Fund-Raising for UCSF Tops $1 Billion
Contributions to the Campaign for UCSF, a seven-year effort to raise $1.4 billion for UCSF, have topped the $1 billion mark -- the first time a graduate institution in the US has raised so much in a single campaign.
"The fact that we were able to reach this milestone in spite of the current uncertainty regarding the economy amounts to a resounding vote of confidence in UCSF and a demonstration of widespread belief in the importance of its mission as a world leader in biomedical research, clinical treatment, and health-care education," said Andrew S. Grove, chairman of Intel Corporation and national chair of the Campaign for UCSF.
The campaign hopes to raise the entire $1.4 billion by June 30, 2005.
The campaign's success will reverberate far beyond Northern California.
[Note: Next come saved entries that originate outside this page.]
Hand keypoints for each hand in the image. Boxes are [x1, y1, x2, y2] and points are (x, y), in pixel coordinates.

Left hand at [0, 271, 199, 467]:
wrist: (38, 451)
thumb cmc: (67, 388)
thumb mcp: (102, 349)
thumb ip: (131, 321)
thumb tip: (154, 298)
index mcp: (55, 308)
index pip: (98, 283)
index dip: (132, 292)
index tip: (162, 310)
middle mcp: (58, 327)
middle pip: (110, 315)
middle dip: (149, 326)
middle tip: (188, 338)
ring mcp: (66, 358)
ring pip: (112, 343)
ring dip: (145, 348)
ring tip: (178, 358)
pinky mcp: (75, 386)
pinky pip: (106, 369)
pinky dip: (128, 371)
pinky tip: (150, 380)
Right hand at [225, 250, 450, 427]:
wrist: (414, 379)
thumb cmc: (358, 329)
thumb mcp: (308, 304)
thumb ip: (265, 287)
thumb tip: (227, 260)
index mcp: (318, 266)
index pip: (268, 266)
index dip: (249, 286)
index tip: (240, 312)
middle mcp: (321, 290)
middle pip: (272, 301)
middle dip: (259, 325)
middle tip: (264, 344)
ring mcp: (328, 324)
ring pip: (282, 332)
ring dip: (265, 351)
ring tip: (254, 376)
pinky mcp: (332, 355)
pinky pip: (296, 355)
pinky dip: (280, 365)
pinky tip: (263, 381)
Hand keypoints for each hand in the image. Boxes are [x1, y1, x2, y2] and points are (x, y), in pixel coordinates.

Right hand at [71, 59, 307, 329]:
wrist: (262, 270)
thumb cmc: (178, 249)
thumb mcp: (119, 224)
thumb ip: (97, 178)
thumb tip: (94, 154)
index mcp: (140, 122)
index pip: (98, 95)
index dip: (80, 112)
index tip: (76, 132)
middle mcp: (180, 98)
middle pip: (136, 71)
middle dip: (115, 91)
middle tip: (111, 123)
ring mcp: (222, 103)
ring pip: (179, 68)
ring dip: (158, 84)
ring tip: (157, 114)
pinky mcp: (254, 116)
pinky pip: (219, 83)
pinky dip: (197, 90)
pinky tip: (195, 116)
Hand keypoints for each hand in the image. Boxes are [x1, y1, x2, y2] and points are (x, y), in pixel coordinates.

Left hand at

The largest university fund-raising effort to focus solely on improving human health, the campaign supports an institution with an unrivalled history of scientific innovation.
Among their many contributions over the decades, UCSF researchers have discovered vitamin E, established the nation's first cancer research institute and first AIDS care unit, performed the first successful fetal surgery, revealed cancer-causing genes, devised a vaccine for hepatitis B, and identified a mysterious new class of deadly pathogens called prions.
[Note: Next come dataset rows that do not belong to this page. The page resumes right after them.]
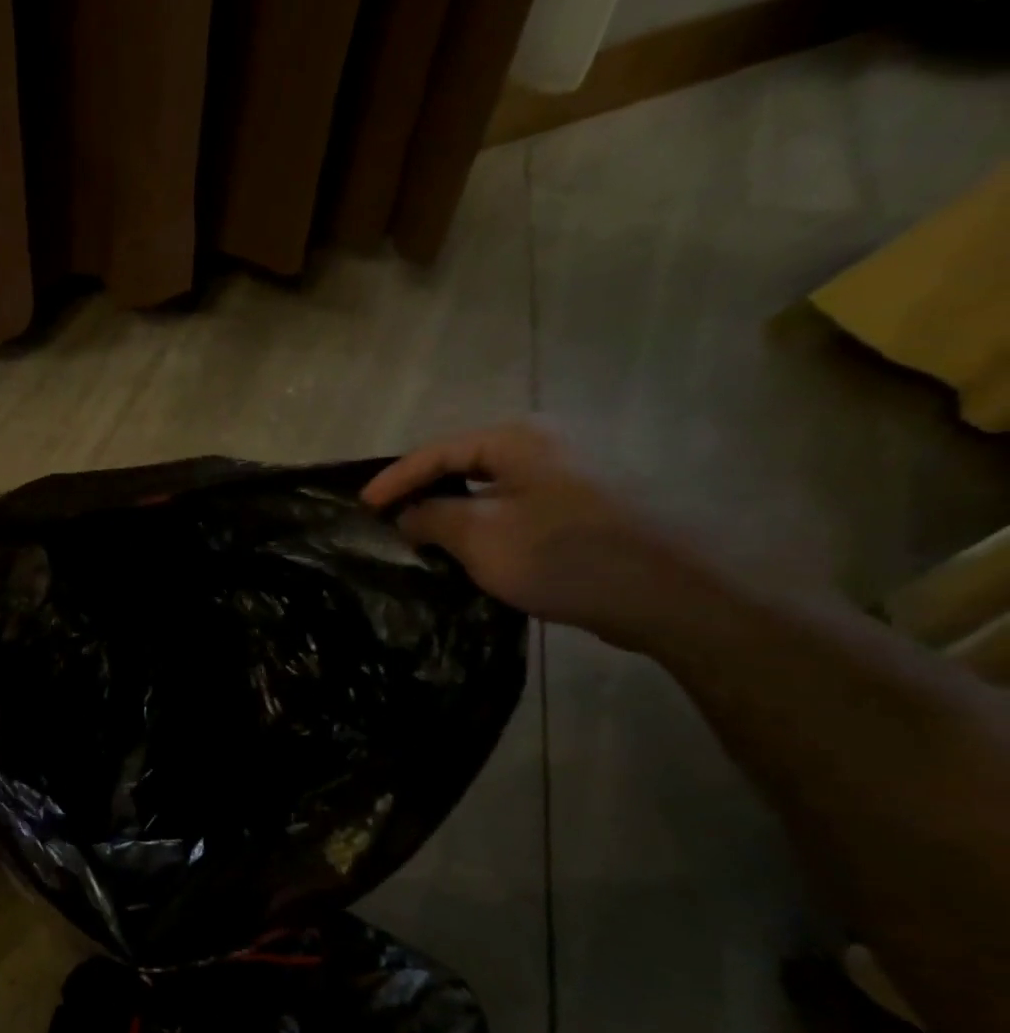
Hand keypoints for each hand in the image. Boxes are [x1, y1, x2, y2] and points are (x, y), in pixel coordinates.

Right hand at [363, 420, 700, 647]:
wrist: (669, 592)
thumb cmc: (564, 553)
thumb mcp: (480, 536)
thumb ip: (433, 517)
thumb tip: (409, 514)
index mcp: (518, 440)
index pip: (437, 452)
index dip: (395, 479)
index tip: (362, 506)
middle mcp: (545, 446)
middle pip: (464, 464)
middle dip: (422, 491)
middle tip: (388, 517)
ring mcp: (570, 476)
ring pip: (490, 488)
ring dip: (452, 510)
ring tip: (419, 535)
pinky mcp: (584, 508)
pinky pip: (515, 507)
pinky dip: (483, 523)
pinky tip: (469, 549)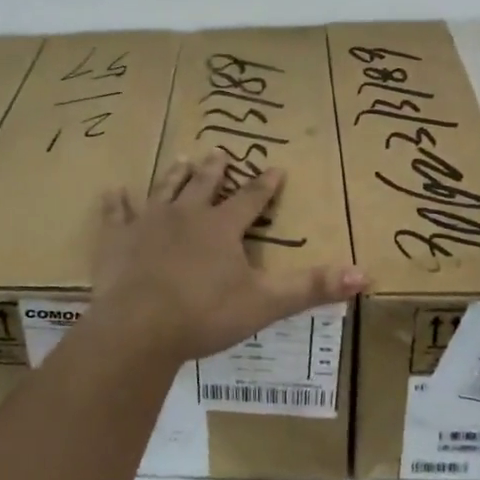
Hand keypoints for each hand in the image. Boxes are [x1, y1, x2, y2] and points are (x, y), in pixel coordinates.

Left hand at [90, 152, 368, 361]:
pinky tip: (113, 191)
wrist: (140, 327)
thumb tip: (365, 274)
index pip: (250, 199)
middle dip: (214, 169)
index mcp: (221, 228)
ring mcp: (148, 223)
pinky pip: (116, 214)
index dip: (265, 184)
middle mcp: (186, 215)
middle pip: (203, 185)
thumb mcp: (265, 303)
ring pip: (163, 190)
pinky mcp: (117, 239)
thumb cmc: (205, 314)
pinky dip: (116, 203)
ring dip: (172, 175)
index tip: (276, 166)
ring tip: (178, 157)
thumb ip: (312, 287)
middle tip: (218, 152)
The university has been home to three Nobel laureates, among them Chancellor Mike Bishop, MD, and it is the fourth-largest recipient of research funds from the US National Institutes of Health, (NIH). The School of Dentistry and School of Pharmacy rank first among peer institutions; the School of Medicine ranks third.
The School of Nursing ranked first in total NIH awards to nursing and second in NIH dollar awards.
Consider UCSF's track record:
• UCSF scientists virtually launched the biotech industry with the invention of recombinant DNA techniques now used to create human insulin and other life-saving drugs.
• UCSF holds more US patents than any other in the University of California system.
• Its discoveries have seeded nearly 70 biotechnology companies working to improve health while also fueling the economy.
But innovation on this scale requires resources.
Though UCSF scientists are working toward advances in biomedical sciences, several factors hamper their progress, including state budget cutbacks, aging buildings, and difficult health-care economics.
The campaign's $1 billion achievement will help UCSF scientists overcome these barriers, greatly expanding the potential for medical breakthroughs.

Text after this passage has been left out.